Si Ronda was released in 1930; Effendi stated that it was released before Tan's Nancy Bikin Pembalesan (Nancy Takes Revenge), a sequel to Njai Dasima, began screening in May 1930. Dutch newspapers indicate that it had screened in Medan, North Sumatra, by 1932. Biran writes that the film received little coverage; he notes that Sinematek Indonesia has no news clippings related to Si Ronda.

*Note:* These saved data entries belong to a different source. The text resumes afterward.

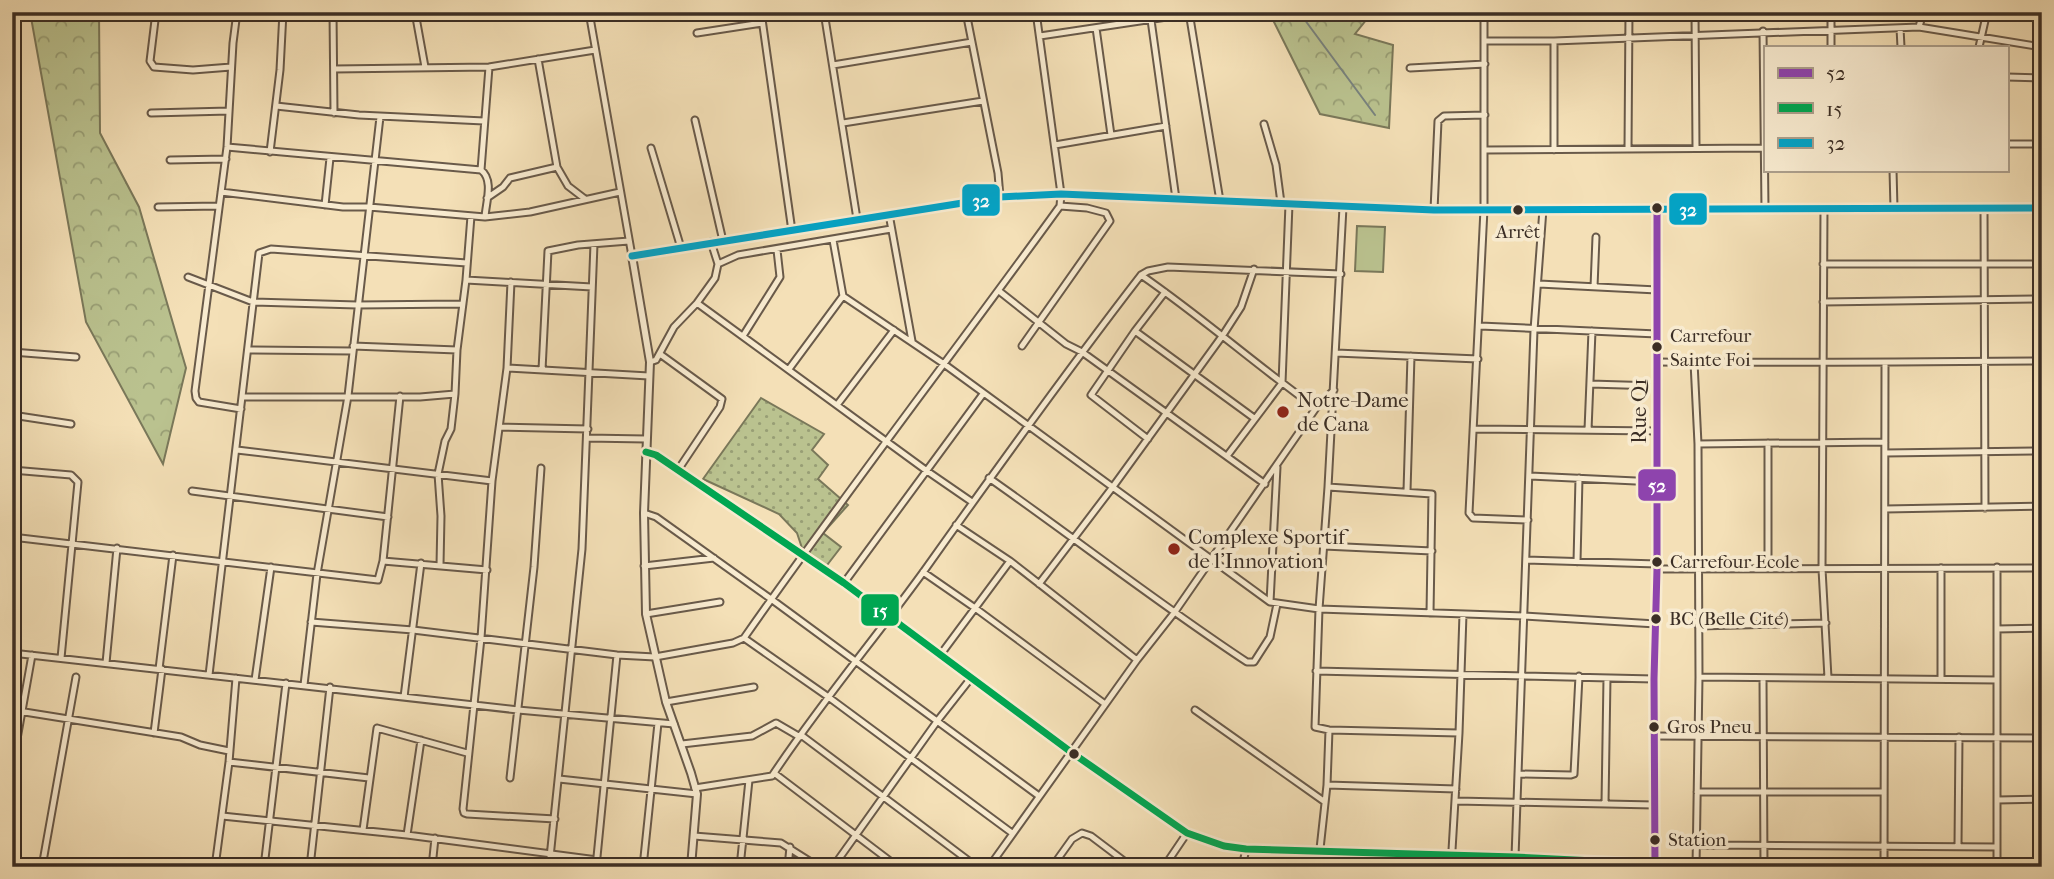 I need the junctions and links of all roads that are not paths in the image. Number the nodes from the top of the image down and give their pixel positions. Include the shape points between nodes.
1 (156, 12) edge
2 (237, 12) edge
3 (283, 12) edge
4 (333, 12) edge
5 (415, 12) edge
6 (589, 12) edge
7 (761, 12) edge
8 (824, 12) edge
9 (967, 12) edge
10 (1036, 12) edge
11 (1200, 12) edge
12 (1484, 12) edge
13 (1629, 12) edge
14 (1695, 12) edge
15 (1831, 12) edge
16 (1923, 12) edge
17 (1987, 12) edge
18 (1189, 13) edge
19 (1151, 20) junction
20 (762, 23) junction
21 (1919, 27) junction
22 (1096, 28) junction
23 (1900, 28) junction
24 (1831, 29) junction
25 (1763, 32) junction
26 (697, 33) dead end
27 (1696, 34) junction
28 (1040, 36) junction
29 (1980, 37) junction
30 (1629, 38) junction
31 (972, 41) junction
32 (1485, 41) junction
33 (1554, 41) junction
34 (1831, 46) edge
35 (1901, 46) edge
36 (1979, 46) edge
37 (2042, 47) edge
38 (594, 50) junction
39 (538, 59) junction
40 (1485, 64) junction
41 (833, 65) junction
42 (231, 67) junction
43 (425, 67) junction
44 (489, 67) junction
45 (1410, 68) dead end
46 (334, 69) junction
47 (2008, 77) edge
48 (2042, 78) edge
49 (983, 100) junction
50 (276, 106) junction
51 (229, 111) junction
52 (151, 113) dead end
53 (334, 113) junction
54 (1485, 115) junction
55 (380, 117) junction
56 (695, 120) dead end
57 (484, 121) junction
58 (843, 123) junction
59 (1264, 124) dead end
60 (1166, 126) junction
61 (1111, 135) junction
62 (2008, 144) edge
63 (2042, 144) edge
64 (1055, 145) junction
65 (227, 147) junction
66 (651, 148) dead end
67 (1696, 148) junction
68 (1764, 148) edge
69 (1628, 149) junction
70 (1486, 150) junction
71 (1554, 150) junction
72 (271, 152) junction
73 (330, 158) junction
74 (226, 159) junction
75 (170, 160) dead end
76 (376, 162) junction
77 (557, 166) junction
78 (481, 170) junction
79 (1764, 172) edge
80 (1893, 172) edge
81 (620, 191) junction
82 (221, 192) junction
83 (1061, 194) junction
84 (1000, 197) junction
85 (487, 198) junction
86 (1176, 198) junction
87 (584, 199) junction
88 (1220, 201) junction
89 (1281, 204) junction
90 (1289, 204) junction
91 (325, 205) junction
92 (218, 206) junction
93 (1060, 206) junction
94 (369, 207) junction
95 (1343, 207) junction
96 (158, 208) dead end
97 (1657, 208) junction
98 (1824, 208) junction
99 (1894, 208) junction
100 (1984, 208) junction
101 (2042, 208) edge
102 (1484, 209) junction
103 (1543, 209) junction
104 (1765, 209) junction
105 (1434, 210) junction
106 (889, 214) junction
107 (471, 216) junction
108 (485, 217) junction
109 (857, 219) junction
110 (891, 229) junction
111 (792, 231) junction
112 (1596, 237) dead end
113 (833, 240) junction
114 (629, 241) junction
115 (723, 241) junction
116 (711, 242) junction
117 (594, 244) junction
118 (681, 248) junction
119 (777, 250) junction
120 (363, 254) junction
121 (632, 256) junction
122 (467, 262) junction
123 (718, 264) junction
124 (1823, 264) junction
125 (1985, 264) junction
126 (2042, 264) edge
127 (1254, 269) junction
128 (1288, 271) junction
129 (1341, 274) junction
130 (1141, 275) junction
131 (188, 277) dead end
132 (466, 280) junction
133 (510, 282) junction
134 (546, 284) junction
135 (1539, 284) junction
136 (592, 286) junction
137 (210, 287) junction
138 (1594, 287) junction
139 (999, 290) junction
140 (1657, 290) junction
141 (1166, 292) junction
142 (843, 296) junction
143 (1985, 299) junction
144 (2042, 299) edge
145 (253, 302) junction
146 (1823, 302) junction
147 (697, 303) junction
148 (463, 304) junction
149 (357, 305) junction
150 (1039, 322) junction
151 (1480, 326) junction
152 (894, 330) junction
153 (1534, 330) junction
154 (1135, 331) junction
155 (1592, 331) junction
156 (1657, 334) junction
157 (1223, 335) junction
158 (743, 336) junction
159 (912, 341) junction
160 (1022, 345) dead end
161 (352, 348) junction
162 (248, 350) junction
163 (457, 350) junction
164 (12, 352) edge
165 (1082, 352) junction
166 (1335, 353) junction
167 (660, 355) junction
168 (1411, 356) junction
169 (76, 357) dead end
170 (1478, 359) junction
171 (1822, 361) junction
172 (2041, 361) edge
173 (650, 362) junction
174 (1657, 362) junction
175 (1693, 362) junction
176 (1986, 362) junction
177 (1885, 363) junction
178 (944, 364) junction
179 (507, 368) junction
180 (789, 369) junction
181 (542, 370) junction
182 (1107, 371) junction
183 (590, 372) junction
184 (1194, 375) junction
185 (649, 376) junction
186 (1282, 383) junction
187 (1590, 384) junction
188 (1657, 386) junction
189 (1334, 390) junction
190 (455, 394) junction
191 (983, 394) junction
192 (348, 396) junction
193 (400, 396) junction
194 (243, 397) junction
195 (837, 405) junction
196 (241, 408) junction
197 (1316, 408) junction
198 (1166, 413) junction
199 (12, 415) edge
200 (1254, 418) junction
201 (71, 424) dead end
202 (1027, 425) junction
203 (500, 427) junction
204 (588, 429) junction
205 (1473, 429) junction
206 (1531, 430) junction
207 (1588, 430) junction
208 (1656, 431) junction
209 (587, 438) junction
210 (646, 439) junction
211 (1148, 439) junction
212 (888, 442) junction
213 (1885, 442) junction
214 (1768, 443) junction
215 (1823, 443) junction
216 (1698, 444) junction
217 (237, 450) junction
218 (1985, 451) junction
219 (2041, 451) edge
220 (646, 452) junction
221 (1885, 453) junction
222 (1227, 456) junction
223 (337, 461) junction
224 (1277, 467) junction
225 (393, 468) junction
226 (541, 468) dead end
227 (12, 470) edge
228 (678, 470) junction
229 (927, 471) junction
230 (438, 474) junction
231 (1530, 476) junction
232 (989, 478) junction
233 (1579, 478) junction
234 (492, 481) junction
235 (1657, 482) junction
236 (1265, 484) junction
237 (1328, 487) junction
238 (1112, 488) junction
239 (192, 491) dead end
240 (1407, 491) junction
241 (232, 497) junction
242 (972, 502) junction
243 (2042, 506) edge
244 (1985, 508) junction
245 (1885, 509) junction
246 (327, 510) junction
247 (644, 513) junction
248 (388, 517) junction
249 (1528, 520) junction
250 (956, 525) junction
251 (12, 537) edge
252 (1073, 537) junction
253 (73, 543) junction
254 (1324, 546) junction
255 (117, 548) junction
256 (1432, 551) junction
257 (801, 554) junction
258 (173, 555) junction
259 (713, 558) junction
260 (1212, 560) junction
261 (1526, 560) junction
262 (224, 561) junction
263 (383, 561) junction
264 (1010, 561) junction
265 (1577, 562) junction
266 (421, 563) junction
267 (440, 565) junction
268 (644, 566) junction
269 (1657, 566) junction
270 (271, 567) junction
271 (1997, 567) junction
272 (1941, 568) junction
273 (2042, 568) edge
274 (1698, 569) junction
275 (1768, 569) junction
276 (1822, 569) junction
277 (1885, 569) junction
278 (486, 570) junction
279 (923, 572) junction
280 (317, 574) junction
281 (844, 583) junction
282 (1039, 584) junction
283 (771, 599) junction
284 (1270, 601) junction
285 (720, 602) dead end
286 (1277, 604) junction
287 (975, 608) junction
288 (1319, 610) junction
289 (1174, 613) junction
290 (1430, 613) junction
291 (646, 614) junction
292 (1463, 614) junction
293 (889, 616) junction
294 (1524, 616) junction
295 (311, 622) junction
296 (1826, 623) junction
297 (1656, 624) junction
298 (1698, 626) junction
299 (2042, 628) edge
300 (1997, 629) junction
301 (412, 630) junction
302 (481, 638) junction
303 (744, 638) junction
304 (524, 644) junction
305 (572, 650) junction
306 (12, 653) edge
307 (941, 654) junction
308 (32, 655) junction
309 (617, 655) junction
310 (655, 657) junction
311 (61, 658) junction
312 (1137, 660) junction
313 (855, 661) junction
314 (106, 663) junction
315 (161, 669) junction
316 (1316, 671) junction
317 (1522, 674) junction
318 (209, 675) junction
319 (1461, 675) junction
320 (1579, 676) junction
321 (76, 677) dead end
322 (1699, 677) junction
323 (236, 678) junction
324 (971, 678) junction
325 (1607, 678) junction
326 (1763, 678) junction
327 (1828, 678) junction
328 (1654, 679) junction
329 (1885, 679) junction
330 (1941, 679) junction
331 (255, 680) junction
332 (1997, 680) junction
333 (286, 683) junction
334 (304, 685) junction
335 (330, 687) junction
336 (754, 687) dead end
337 (827, 696) junction
338 (404, 697) junction
339 (666, 702) junction
340 (474, 704) junction
341 (1105, 704) junction
342 (12, 710) edge
343 (519, 710) junction
344 (1195, 710) dead end
345 (23, 711) junction
346 (566, 714) junction
347 (611, 718) junction
348 (69, 719) junction
349 (937, 720) junction
350 (658, 723) junction
351 (674, 724) junction
352 (1329, 730) junction
353 (154, 733) junction
354 (1459, 733) junction
355 (801, 736) junction
356 (1654, 736) junction
357 (1698, 737) junction
358 (1764, 737) junction
359 (1959, 737) junction
360 (1884, 738) junction
361 (1998, 738) junction
362 (2042, 738) edge
363 (421, 740) junction
364 (682, 744) junction
365 (229, 751) junction
366 (1071, 752) junction
367 (467, 753) junction
368 (910, 760) junction
369 (229, 762) junction
370 (12, 767) edge
371 (275, 768) junction
372 (321, 772) junction
373 (774, 773) junction
374 (1519, 774) junction
375 (369, 778) junction
376 (510, 778) dead end
377 (559, 779) junction
378 (749, 780) junction
379 (606, 784) junction
380 (1327, 785) junction
381 (1456, 789) junction
382 (652, 791) junction
383 (696, 791) junction
384 (1697, 792) junction
385 (1765, 792) junction
386 (1884, 792) junction
387 (1039, 796) junction
388 (883, 797) junction
389 (2042, 799) edge
390 (1998, 800) junction
391 (1456, 801) junction
392 (1325, 802) junction
393 (1518, 803) junction
394 (1605, 804) junction
395 (1654, 805) junction
396 (222, 816) junction
397 (555, 819) junction
398 (268, 820) junction
399 (315, 825) junction
400 (363, 830) junction
401 (1012, 833) junction
402 (1187, 833) junction
403 (407, 835) junction
404 (856, 835) junction
405 (694, 836) junction
406 (435, 838) junction
407 (744, 839) junction
408 (1696, 845) junction
409 (1765, 846) junction
410 (1884, 846) junction
411 (1958, 846) junction
412 (790, 847) junction
413 (1996, 847) junction
414 (1246, 849) junction
415 (1320, 851) junction
416 (551, 853) junction
417 (1451, 856) junction
418 (1515, 857) junction
419 (597, 863) edge
420 (1655, 865) edge
421 (643, 866) edge
422 (42, 867) edge
423 (215, 867) edge
424 (264, 867) edge
425 (310, 867) edge
426 (432, 867) edge
427 (550, 867) edge
428 (691, 867) edge
429 (740, 867) edge
430 (788, 867) edge
431 (819, 867) edge
432 (833, 867) edge
433 (898, 867) edge
434 (977, 867) edge
435 (989, 867) edge
436 (1052, 867) edge
437 (1132, 867) edge
438 (1164, 867) edge
439 (1242, 867) edge
440 (1318, 867) edge
441 (1451, 867) edge
442 (1696, 867) edge
443 (1764, 867) edge
444 (1884, 867) edge
445 (1997, 867) edge

1 - 42 street via 150,61 154,67
2 - 42 street
3 - 50 street
4 - 46 street
5 - 43 street
6 - 38 street
7 - 20 street
8 - 41 street
9 - 31 street
10 - 28 street
11 - 18 street
12 - 32 street
13 - 30 street
14 - 27 street
15 - 24 street
16 - 21 street
17 - 29 street
18 - 19 street
18 - 88 street
19 - 22 street
19 - 60 street
20 - 26 street
20 - 111 street
21 - 23 street
21 - 29 street
22 - 28 street
22 - 61 street
23 - 24 street
23 - 35 street
24 - 25 street
24 - 34 street
25 - 27 street
25 - 68 street
27 - 30 street
27 - 67 street
28 - 64 street
29 - 36 street
29 - 37 street
30 - 33 street
30 - 69 street
31 - 41 street
31 - 49 street
32 - 33 street
32 - 40 street
33 - 71 street
38 - 39 street
38 - 81 street
39 - 44 street
39 - 77 street
40 - 45 street
40 - 54 street
41 - 58 street
42 - 51 street
43 - 44 street
43 - 46 street
44 - 57 street
46 - 53 street
47 - 48 street
49 - 58 street
49 - 84 street
50 - 53 street
50 - 72 street
51 - 52 street
51 - 65 street
53 - 55 street
54 - 70 street
54 - 105 street via 1444,116 1438,121
55 - 57 street
55 - 76 street
56 - 115 street
57 - 78 street
58 - 109 street
59 - 89 street
60 - 61 street
60 - 86 street
61 - 64 street
62 - 63 street
64 - 83 street
65 - 72 street
65 - 74 street
66 - 118 street
67 - 68 street
67 - 69 street
69 - 71 street
70 - 71 street
70 - 102 street
72 - 73 street
73 - 76 street
73 - 91 street
74 - 75 street
74 - 82 street
76 - 78 street
76 - 94 street
77 - 85 street via 510,178
77 - 87 street via 568,186
78 - 85 street via 488,180
79 - 104 street
80 - 99 street
81 - 87 street
81 - 114 street
82 - 91 street
82 - 92 street
83 - 84 street
83 - 86 street
83 - 93 street
84 - 106 street
85 - 108 street
86 - 88 street
87 - 108 street
88 - 89 street
89 - 90 street
90 - 95 street
90 - 128 street
91 - 94 street
92 - 96 street
92 - 137 street
93 - 139 street
93 - 150 street via 1100,210 1110,221
94 - 107 street
94 - 120 street
95 - 105 street
95 - 129 street
97 - 103 street
97 - 104 street
97 - 140 street, Rue Q1
98 - 99 street
98 - 104 street
98 - 124 street
99 - 100 street
100 - 101 street
100 - 125 street
102 - 103 street
102 - 105 street
102 - 151 street
103 - 135 street
106 - 109 street
106 - 110 street
107 - 108 street
107 - 122 street
109 - 111 street
110 - 113 street
110 - 159 street
111 - 115 street
112 - 138 street
113 - 119 street
113 - 142 street
114 - 117 street
114 - 121 street
115 - 116 street
116 - 118 street
116 - 123 street
117 - 134 street via 548,251
117 - 136 street
118 - 121 street
119 - 123 street via 738,255
119 - 158 street via 780,277
120 - 122 street
120 - 145 street via 263,250 257,260
120 - 149 street
121 - 173 street
122 - 132 street
123 - 147 street via 715,278
124 - 125 street
124 - 146 street
125 - 126 street
125 - 143 street
127 - 128 street
127 - 130 street via 1168,267
127 - 157 street via 1241,307
128 - 129 street
128 - 186 street
129 - 166 street
130 - 141 street
130 - 165 street
131 - 137 street
132 - 133 street
132 - 148 street
133 - 134 street
133 - 179 street
134 - 136 street
134 - 181 street
135 - 138 street
135 - 153 street
136 - 183 street
137 - 145 street
137 - 196 street via 196,398 208,405
138 - 140 street
139 - 150 street
139 - 178 street
140 - 156 street, Rue Q1
141 - 154 street
141 - 157 street
142 - 152 street
142 - 180 street
143 - 144 street
143 - 146 street
143 - 176 street
145 - 149 street
145 - 162 street
146 - 171 street
147 - 158 street
147 - 167 street via 674,327
148 - 149 street
148 - 163 street
149 - 161 street
150 - 160 street
150 - 165 street
151 - 153 street
151 - 170 street
152 - 159 street
152 - 195 street
153 - 155 street
153 - 206 street
154 - 182 street
154 - 184 street
155 - 156 street
155 - 187 street
156 - 174 street, Rue Q1
157 - 184 street
157 - 186 street
158 - 180 street
159 - 178 street
161 - 162 street
161 - 163 street
161 - 192 street
162 - 194 street
163 - 190 street
164 - 169 street
165 - 182 street
165 - 202 street
166 - 168 street
166 - 189 street
167 - 173 street
167 - 228 street via 722,399
168 - 170 street
168 - 240 street
170 - 205 street
171 - 175 street
171 - 177 street
171 - 215 street
172 - 176 street
172 - 219 street
173 - 185 street
174 - 175 street
174 - 188 street, Rue Q1
175 - 216 street
176 - 177 street
176 - 218 street
177 - 213 street
178 - 191 street
178 - 212 street
179 - 181 street
179 - 203 street
180 - 195 street
181 - 183 street
182 - 198 street
182 - 211 street via 1091,396
183 - 185 street
183 - 204 street
184 - 198 street
184 - 200 street
185 - 210 street
186 - 197 street
186 - 200 street
187 - 188 street
187 - 207 street
188 - 208 street, Rue Q1
189 - 197 street
189 - 237 street
190 - 193 street
190 - 230 street
191 - 202 street
191 - 229 street
192 - 193 street
192 - 194 street
192 - 223 street
193 - 225 street
194 - 196 street
195 - 212 street
196 - 217 street
197 - 224 street
198 - 211 street
198 - 222 street
199 - 201 street
200 - 222 street
202 - 232 street
202 - 238 street
203 - 204 street
203 - 234 street
204 - 209 street
205 - 206 street
205 - 249 street via 1470,516
206 - 207 street
206 - 231 street
207 - 208 street
208 - 235 street, Rue Q1
209 - 210 street
209 - 305 street
210 - 220 street
211 - 238 street
212 - 229 street
212 - 257 street
213 - 215 street
213 - 221 street
214 - 215 street
214 - 216 street
214 - 275 street
215 - 276 street
216 - 274 street
217 - 223 street
217 - 241 street
218 - 219 street
218 - 221 street
218 - 244 street
220 - 228 street
220 - 247 street
221 - 245 street
222 - 236 street
223 - 225 street
223 - 246 street
224 - 236 street
224 - 284 street
225 - 230 street
225 - 248 street
226 - 304 street
227 - 253 street via 76,478
228 - 257 street
229 - 242 street
229 - 281 street
230 - 234 street
230 - 267 street
231 - 233 street
231 - 249 street
232 - 242 street
232 - 252 street
233 - 235 street
233 - 265 street
234 - 278 street
235 - 269 street, Rue Q1
236 - 260 street
237 - 240 street
237 - 254 street
238 - 252 street
238 - 260 street
239 - 241 street
240 - 256 street via 1432,494
241 - 246 street
241 - 262 street
242 - 250 street
243 - 244 street
244 - 245 street
245 - 277 street
246 - 248 street
246 - 280 street
247 - 259 street
247 - 268 street
248 - 263 street
249 - 261 street
250 - 264 street
250 - 279 street
251 - 253 street
252 - 282 street
252 - 289 street
253 - 255 street
253 - 311 street
254 - 256 street
254 - 288 street
255 - 258 street
255 - 314 street
256 - 290 street
257 - 281 street
257 - 283 street
258 - 262 street
258 - 315 street
259 - 268 street
259 - 283 street
260 - 284 street
260 - 289 street
261 - 265 street
261 - 294 street
262 - 270 street
262 - 318 street
263 - 266 street
263 - 280 street via 375,582
264 - 282 street
264 - 287 street
265 - 269 street
266 - 267 street
266 - 301 street
267 - 278 street
268 - 291 street
269 - 274 street
269 - 297 street, Rue Q1
270 - 280 street
270 - 331 street
271 - 272 street
271 - 273 street
271 - 300 street
272 - 277 street
272 - 330 street
274 - 275 street
274 - 298 street
275 - 276 street
276 - 277 street
276 - 296 street
277 - 329 street
278 - 302 street
279 - 287 street
279 - 293 street
280 - 295 street
281 - 293 street
282 - 312 street
283 - 303 street
283 - 313 street
284 - 286 street
285 - 291 street
286 - 288 street
286 - 289 street via 1270,637 1251,663
287 - 307 street
287 - 341 street
288 - 290 street
288 - 316 street
289 - 312 street
290 - 292 street
291 - 310 street
292 - 294 street
292 - 319 street
293 - 307 street
293 - 313 street
294 - 297 street
294 - 317 street
295 - 301 street
295 - 334 street
296 - 298 street
296 - 327 street
297 - 328 street, Rue Q1
298 - 322 street
299 - 300 street
300 - 332 street
301 - 302 street
301 - 338 street
302 - 304 street
302 - 340 street
303 - 310 street
303 - 337 street
304 - 305 street
304 - 343 street
305 - 309 street
305 - 346 street
306 - 308 street
307 - 324 street
308 - 311 street
308 - 345 street
309 - 310 street
309 - 347 street
310 - 339 street
311 - 314 street
312 - 341 street
313 - 337 street
313 - 349 street
314 - 315 street
315 - 318 street
315 - 353 street
316 - 319 street
316 - 352 street via 1315,727
317 - 319 street
317 - 320 street
317 - 374 street
318 - 323 street
319 - 354 street
320 - 325 street
320 - 374 street via 1574,774
321 - 348 street
322 - 326 street
322 - 357 street
323 - 331 street
323 - 365 street
324 - 349 street
324 - 366 street
325 - 328 street
325 - 394 street
326 - 327 street
326 - 358 street
327 - 329 street
328 - 356 street, Rue Q1
329 - 330 street
329 - 360 street
330 - 332 street
331 - 333 street
332 - 361 street
333 - 334 street
333 - 371 street
334 - 335 street
335 - 338 street
335 - 372 street
336 - 339 street
337 - 355 street
337 - 368 street
338 - 340 street
339 - 351 street
340 - 343 street
340 - 367 street
341 - 366 street
342 - 345 street
343 - 346 street
343 - 376 street
344 - 392 street
345 - 348 street
345 - 370 street
346 - 347 street
346 - 377 street
347 - 350 street
347 - 379 street
348 - 353 street
348 - 422 street
349 - 368 street
349 - 387 street
350 - 351 street
350 - 382 street
351 - 364 street
352 - 354 street
352 - 380 street
353 - 365 street
354 - 381 street
355 - 364 street via 774,724 752,736
355 - 373 street
355 - 388 street
356 - 357 street
356 - 395 street, Rue Q1
357 - 358 street
357 - 384 street
358 - 360 street
358 - 385 street
359 - 360 street
359 - 361 street
359 - 411 street
360 - 386 street
361 - 362 street
361 - 390 street
363 - 367 street
363 - 375 street via 377,728
363 - 403 street
364 - 383 street
365 - 369 street
366 - 387 street
366 - 402 street
367 - 397 street via 464,813
368 - 388 street
368 - 401 street
369 - 371 street
369 - 396 street
371 - 372 street
371 - 398 street
372 - 375 street
372 - 399 street
373 - 378 street
373 - 404 street
374 - 393 street
375 - 400 street
377 - 379 street
377 - 397 street
378 - 383 street
378 - 407 street
379 - 382 street
379 - 419 street
380 - 381 street
380 - 392 street
381 - 391 street
382 - 383 street
382 - 421 street
383 - 405 street
384 - 385 street
384 - 408 street
385 - 386 street
385 - 409 street
386 - 410 street
387 - 401 street
388 - 404 street
388 - 434 street
389 - 390 street
390 - 413 street
391 - 393 street
391 - 417 street
392 - 415 street
393 - 394 street
393 - 418 street
394 - 395 street
395 - 420 street, Rue Q1
396 - 398 street
396 - 423 street
397 - 416 street
398 - 399 street
398 - 424 street
399 - 400 street
399 - 425 street
400 - 403 street
401 - 435 street
402 - 414 street
402 - 438 street
403 - 406 street
404 - 432 street
404 - 433 street
405 - 407 street
405 - 428 street
406 - 416 street
406 - 426 street
407 - 412 street
407 - 429 street
408 - 409 street
408 - 442 street
409 - 410 street
409 - 443 street
410 - 411 street
410 - 444 street
411 - 413 street
412 - 430 street
412 - 431 street
413 - 445 street
414 - 415 street
414 - 439 street
415 - 417 street
415 - 440 street
416 - 419 street
416 - 427 street
417 - 418 street
417 - 441 street
418 - 420 street
419 - 421 street
436 - 437 street via 1072,839 1082,833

After Si Ronda, Lie and Tan collaborated on three further films. Lie left Tan's in 1932, reportedly as his approach no longer matched Tan's low-class target audience and caused the works to go over budget. Effendi continued to work with Tan's until 1932, when he left to head the cinema magazine Doenia Film. Momo continued acting until 1941, first with Tan's and later with Standard Film. The film is likely lost. The American visual anthropologist Karl G. Heider writes that all Indonesian films from before 1950 are lost. However, JB Kristanto's Katalog Film Indonesia (Indonesian Film Catalogue) records several as having survived at Sinematek Indonesia's archives.

Another film based on the Ronda stories, titled Si Ronda Macan Betawi (Ronda the Betawi Tiger), was released in 1978. Directed by Fritz G. Schadt, it starred Dicky Zulkarnaen in the title role and Lenny Marlina as his lover. In this adaptation Ronda uses his silat skills to fight corrupt land owners and colonial government workers.